Estimation de sa magnitude :
Bien que sa luminosité intrinsèque soit énorme, il n’est pas question de la voir à l’oeil nu ! Elle a été relevée avec une magnitude de 10,5 pendant la première semaine de février, et a continué avec une magnitude 12 jusqu’au 5 mars. Un télescope ou une lunette sont donc indispensables pour l’observer.
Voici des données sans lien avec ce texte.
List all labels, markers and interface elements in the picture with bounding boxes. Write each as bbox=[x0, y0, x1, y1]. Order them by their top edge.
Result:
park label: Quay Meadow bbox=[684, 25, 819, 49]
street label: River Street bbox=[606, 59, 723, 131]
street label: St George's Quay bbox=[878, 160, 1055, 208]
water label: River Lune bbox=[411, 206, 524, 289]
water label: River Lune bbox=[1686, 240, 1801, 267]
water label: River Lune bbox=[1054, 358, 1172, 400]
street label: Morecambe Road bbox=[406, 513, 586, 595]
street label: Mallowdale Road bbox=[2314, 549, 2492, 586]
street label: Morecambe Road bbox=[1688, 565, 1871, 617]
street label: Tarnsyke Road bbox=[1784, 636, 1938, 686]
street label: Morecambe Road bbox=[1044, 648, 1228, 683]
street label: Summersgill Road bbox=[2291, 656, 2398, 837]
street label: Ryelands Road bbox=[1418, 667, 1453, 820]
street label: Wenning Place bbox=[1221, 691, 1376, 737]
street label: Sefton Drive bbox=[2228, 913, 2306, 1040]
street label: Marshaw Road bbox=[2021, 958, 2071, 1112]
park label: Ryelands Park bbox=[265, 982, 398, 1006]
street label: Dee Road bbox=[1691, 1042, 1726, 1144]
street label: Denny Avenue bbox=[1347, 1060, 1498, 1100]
Pour estimer sa magnitude apparente, nous avons appliqué les scripts “ImageSolver” et “AnnotateImage” de Pixinsight à la photo présentée (voir à ce sujet l’article précédent : caractérisation des objets contenus dans une photographie de ciel nocturne). Les résultats sont affichés sur le cliché ci-dessous. Cliquer dessus pour passer en résolution supérieure.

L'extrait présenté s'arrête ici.